Go over the entries and report the lines where the word "Abreu" occurs.

_DATA TO USE_

┄┄┄┄┄┄┄┄┄┄┄┄┄┄┄┄┄┄┄┄

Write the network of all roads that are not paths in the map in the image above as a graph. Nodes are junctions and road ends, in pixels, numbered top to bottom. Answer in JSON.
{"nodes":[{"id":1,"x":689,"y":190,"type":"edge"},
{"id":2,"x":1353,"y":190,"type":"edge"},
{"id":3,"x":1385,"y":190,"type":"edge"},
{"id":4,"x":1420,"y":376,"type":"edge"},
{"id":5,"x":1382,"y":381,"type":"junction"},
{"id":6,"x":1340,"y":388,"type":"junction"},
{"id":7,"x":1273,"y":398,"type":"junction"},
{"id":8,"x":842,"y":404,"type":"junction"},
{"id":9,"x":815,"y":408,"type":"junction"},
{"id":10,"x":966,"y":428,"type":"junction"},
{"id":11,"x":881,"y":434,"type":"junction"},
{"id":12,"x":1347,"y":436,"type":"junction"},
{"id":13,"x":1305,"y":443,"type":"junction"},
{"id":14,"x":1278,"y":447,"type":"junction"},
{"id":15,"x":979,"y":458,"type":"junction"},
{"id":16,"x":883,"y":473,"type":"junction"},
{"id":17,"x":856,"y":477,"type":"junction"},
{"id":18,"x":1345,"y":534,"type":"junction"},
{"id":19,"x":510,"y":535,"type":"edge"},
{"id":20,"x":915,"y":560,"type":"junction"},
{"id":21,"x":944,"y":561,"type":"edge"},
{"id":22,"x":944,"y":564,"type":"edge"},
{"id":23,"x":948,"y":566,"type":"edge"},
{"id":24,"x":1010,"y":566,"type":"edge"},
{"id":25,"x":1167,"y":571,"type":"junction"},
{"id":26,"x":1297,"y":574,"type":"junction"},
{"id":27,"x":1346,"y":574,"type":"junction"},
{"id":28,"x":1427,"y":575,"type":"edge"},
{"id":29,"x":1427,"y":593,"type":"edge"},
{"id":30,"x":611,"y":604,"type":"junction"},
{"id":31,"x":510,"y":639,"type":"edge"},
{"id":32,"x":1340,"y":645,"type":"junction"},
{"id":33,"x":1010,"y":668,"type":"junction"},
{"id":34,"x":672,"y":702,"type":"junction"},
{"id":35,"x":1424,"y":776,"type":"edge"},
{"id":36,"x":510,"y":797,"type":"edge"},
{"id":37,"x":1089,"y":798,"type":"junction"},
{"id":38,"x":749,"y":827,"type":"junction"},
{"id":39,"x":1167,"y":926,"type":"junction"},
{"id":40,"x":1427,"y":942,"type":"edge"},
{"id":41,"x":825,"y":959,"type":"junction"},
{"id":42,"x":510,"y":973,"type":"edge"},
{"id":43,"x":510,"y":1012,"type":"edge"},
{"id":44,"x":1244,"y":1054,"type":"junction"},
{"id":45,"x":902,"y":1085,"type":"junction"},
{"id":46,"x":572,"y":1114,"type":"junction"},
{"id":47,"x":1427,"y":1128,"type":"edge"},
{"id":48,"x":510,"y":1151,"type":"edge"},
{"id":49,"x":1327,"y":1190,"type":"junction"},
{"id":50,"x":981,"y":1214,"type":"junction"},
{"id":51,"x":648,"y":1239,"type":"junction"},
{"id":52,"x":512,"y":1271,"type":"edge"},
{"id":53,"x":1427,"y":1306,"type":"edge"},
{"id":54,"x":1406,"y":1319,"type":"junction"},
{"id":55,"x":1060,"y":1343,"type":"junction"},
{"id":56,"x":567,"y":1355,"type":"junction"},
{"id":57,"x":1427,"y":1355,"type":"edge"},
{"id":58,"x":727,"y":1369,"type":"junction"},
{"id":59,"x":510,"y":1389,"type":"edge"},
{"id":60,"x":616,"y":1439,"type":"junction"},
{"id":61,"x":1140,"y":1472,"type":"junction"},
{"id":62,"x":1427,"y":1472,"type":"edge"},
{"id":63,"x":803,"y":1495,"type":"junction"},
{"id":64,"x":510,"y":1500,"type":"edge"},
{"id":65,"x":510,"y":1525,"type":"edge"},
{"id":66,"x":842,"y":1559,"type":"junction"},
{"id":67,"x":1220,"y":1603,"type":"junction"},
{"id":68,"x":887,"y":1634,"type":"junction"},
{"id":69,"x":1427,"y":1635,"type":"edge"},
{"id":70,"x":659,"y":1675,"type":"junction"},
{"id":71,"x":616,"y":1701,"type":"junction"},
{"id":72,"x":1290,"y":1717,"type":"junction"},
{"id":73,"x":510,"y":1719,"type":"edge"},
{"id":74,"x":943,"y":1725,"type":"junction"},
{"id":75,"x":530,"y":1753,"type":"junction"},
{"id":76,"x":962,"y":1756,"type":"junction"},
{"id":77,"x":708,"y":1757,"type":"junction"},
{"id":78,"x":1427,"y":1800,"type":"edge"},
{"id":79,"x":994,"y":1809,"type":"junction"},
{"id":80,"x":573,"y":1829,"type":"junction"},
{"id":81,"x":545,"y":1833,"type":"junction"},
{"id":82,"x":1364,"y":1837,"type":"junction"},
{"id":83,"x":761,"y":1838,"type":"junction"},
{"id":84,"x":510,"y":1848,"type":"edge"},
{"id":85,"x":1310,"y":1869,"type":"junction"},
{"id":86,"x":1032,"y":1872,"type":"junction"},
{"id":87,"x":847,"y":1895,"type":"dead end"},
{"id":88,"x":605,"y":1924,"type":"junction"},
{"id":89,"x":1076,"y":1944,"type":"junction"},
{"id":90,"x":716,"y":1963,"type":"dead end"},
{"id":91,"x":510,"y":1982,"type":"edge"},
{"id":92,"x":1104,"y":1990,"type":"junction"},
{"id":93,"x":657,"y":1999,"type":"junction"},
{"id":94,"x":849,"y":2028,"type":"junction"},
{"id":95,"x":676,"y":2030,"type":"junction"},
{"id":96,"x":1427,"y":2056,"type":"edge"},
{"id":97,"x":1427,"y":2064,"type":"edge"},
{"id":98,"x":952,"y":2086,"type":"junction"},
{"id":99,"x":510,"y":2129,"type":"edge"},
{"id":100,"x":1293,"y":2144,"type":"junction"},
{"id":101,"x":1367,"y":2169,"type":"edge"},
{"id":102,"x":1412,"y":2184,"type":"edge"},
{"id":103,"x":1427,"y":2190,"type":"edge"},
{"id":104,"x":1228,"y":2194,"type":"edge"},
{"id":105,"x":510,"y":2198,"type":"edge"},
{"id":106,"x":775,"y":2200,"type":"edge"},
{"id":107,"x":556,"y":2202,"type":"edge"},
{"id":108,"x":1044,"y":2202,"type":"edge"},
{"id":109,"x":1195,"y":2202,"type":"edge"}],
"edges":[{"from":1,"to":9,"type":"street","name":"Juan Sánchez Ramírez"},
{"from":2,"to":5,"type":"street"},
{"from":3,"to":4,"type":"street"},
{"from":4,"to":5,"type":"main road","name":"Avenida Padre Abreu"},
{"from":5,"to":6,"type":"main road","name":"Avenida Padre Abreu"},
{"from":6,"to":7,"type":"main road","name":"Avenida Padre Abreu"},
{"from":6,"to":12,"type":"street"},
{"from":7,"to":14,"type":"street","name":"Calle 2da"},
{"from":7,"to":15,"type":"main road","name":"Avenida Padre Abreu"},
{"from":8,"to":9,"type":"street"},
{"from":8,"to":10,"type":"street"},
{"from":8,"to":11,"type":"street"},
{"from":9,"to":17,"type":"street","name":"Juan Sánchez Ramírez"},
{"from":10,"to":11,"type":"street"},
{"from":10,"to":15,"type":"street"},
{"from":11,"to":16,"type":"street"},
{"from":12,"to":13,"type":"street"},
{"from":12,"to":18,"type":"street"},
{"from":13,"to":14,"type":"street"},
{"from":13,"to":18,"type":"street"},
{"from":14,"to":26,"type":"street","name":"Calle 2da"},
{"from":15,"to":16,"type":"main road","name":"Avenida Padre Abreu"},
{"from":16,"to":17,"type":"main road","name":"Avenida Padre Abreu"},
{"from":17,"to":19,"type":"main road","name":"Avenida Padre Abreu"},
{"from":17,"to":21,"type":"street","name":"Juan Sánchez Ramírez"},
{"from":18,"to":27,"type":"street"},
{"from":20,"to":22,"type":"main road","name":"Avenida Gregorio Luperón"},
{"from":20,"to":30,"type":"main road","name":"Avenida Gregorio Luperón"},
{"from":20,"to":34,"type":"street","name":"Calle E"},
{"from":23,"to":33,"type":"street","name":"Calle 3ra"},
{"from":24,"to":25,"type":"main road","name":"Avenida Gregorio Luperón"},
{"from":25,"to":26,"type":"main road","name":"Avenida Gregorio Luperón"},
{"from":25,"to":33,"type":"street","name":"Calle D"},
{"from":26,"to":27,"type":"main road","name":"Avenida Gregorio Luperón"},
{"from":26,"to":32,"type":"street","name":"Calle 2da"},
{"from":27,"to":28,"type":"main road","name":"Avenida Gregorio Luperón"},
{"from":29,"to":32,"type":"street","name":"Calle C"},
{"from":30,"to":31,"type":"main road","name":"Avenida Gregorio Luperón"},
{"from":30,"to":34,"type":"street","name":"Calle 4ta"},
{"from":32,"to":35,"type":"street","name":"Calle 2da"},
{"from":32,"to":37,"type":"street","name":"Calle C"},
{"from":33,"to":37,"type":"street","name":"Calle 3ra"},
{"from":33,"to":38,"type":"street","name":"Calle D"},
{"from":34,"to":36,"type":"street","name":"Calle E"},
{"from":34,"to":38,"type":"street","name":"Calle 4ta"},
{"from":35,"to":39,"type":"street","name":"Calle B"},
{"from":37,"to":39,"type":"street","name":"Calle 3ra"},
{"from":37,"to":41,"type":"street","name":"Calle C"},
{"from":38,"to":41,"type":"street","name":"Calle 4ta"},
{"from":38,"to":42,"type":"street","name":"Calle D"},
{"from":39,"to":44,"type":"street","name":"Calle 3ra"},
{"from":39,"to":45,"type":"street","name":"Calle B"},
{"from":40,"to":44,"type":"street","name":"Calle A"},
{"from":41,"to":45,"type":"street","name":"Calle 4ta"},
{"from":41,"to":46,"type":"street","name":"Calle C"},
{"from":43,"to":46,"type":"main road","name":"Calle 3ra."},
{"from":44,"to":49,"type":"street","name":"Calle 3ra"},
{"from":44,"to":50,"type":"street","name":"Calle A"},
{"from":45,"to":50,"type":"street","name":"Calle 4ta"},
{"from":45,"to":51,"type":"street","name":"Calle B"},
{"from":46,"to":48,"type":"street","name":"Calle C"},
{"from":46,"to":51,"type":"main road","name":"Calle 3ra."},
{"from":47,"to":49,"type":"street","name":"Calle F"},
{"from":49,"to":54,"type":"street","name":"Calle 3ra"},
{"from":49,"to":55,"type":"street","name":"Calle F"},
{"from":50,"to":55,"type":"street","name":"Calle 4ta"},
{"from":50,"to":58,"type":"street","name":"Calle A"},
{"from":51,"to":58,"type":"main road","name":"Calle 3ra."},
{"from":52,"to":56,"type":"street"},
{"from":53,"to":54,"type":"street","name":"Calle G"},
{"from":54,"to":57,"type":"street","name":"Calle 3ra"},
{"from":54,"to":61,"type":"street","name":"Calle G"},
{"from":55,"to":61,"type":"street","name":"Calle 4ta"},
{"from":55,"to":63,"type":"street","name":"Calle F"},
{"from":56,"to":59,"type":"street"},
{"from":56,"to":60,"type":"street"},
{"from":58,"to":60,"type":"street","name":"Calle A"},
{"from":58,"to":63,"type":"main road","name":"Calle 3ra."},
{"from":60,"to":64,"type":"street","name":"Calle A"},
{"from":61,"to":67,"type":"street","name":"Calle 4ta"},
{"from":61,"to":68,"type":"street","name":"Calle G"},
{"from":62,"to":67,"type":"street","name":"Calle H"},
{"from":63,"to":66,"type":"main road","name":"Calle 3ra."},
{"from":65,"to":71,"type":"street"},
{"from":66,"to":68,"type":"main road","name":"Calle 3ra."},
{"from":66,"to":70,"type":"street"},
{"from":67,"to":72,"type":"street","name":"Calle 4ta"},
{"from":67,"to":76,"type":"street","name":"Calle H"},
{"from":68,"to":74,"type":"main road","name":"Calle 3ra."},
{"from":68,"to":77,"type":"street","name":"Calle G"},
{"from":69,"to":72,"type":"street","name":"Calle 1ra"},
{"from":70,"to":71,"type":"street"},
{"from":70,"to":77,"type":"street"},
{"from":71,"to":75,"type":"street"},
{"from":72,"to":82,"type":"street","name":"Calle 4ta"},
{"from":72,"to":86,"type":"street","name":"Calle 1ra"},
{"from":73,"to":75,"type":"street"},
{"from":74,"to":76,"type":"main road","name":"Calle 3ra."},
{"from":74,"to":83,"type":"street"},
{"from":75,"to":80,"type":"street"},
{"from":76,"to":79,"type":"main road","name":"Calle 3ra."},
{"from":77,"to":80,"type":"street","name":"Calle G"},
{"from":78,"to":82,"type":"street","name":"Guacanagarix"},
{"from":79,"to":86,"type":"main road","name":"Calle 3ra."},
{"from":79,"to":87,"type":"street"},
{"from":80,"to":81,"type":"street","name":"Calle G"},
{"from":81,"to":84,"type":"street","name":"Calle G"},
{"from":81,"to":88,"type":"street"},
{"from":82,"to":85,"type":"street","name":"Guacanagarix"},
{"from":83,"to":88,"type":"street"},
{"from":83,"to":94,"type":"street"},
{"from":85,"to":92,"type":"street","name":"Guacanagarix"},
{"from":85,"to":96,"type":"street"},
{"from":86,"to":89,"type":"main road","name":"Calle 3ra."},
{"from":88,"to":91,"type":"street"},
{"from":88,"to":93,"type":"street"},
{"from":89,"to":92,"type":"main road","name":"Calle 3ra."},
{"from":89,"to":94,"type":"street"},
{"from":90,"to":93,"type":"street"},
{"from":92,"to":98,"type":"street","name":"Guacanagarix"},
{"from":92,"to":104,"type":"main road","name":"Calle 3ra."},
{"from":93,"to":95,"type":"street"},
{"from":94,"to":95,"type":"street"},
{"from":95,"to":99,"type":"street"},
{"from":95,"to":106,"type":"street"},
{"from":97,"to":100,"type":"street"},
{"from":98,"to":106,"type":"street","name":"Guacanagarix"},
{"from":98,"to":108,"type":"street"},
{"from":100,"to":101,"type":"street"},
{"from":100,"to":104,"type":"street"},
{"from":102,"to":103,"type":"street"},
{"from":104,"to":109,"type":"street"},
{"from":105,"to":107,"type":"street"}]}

┄┄┄┄┄┄┄┄┄┄┄┄┄┄┄┄┄┄┄┄

_REPLY_
{"from":4,"to":5,"type":"main road","name":"Avenida Padre Abreu"},
{"from":5,"to":6,"type":"main road","name":"Avenida Padre Abreu"},
{"from":6,"to":7,"type":"main road","name":"Avenida Padre Abreu"},
{"from":7,"to":15,"type":"main road","name":"Avenida Padre Abreu"},
{"from":15,"to":16,"type":"main road","name":"Avenida Padre Abreu"},
{"from":16,"to":17,"type":"main road","name":"Avenida Padre Abreu"},
{"from":17,"to":19,"type":"main road","name":"Avenida Padre Abreu"},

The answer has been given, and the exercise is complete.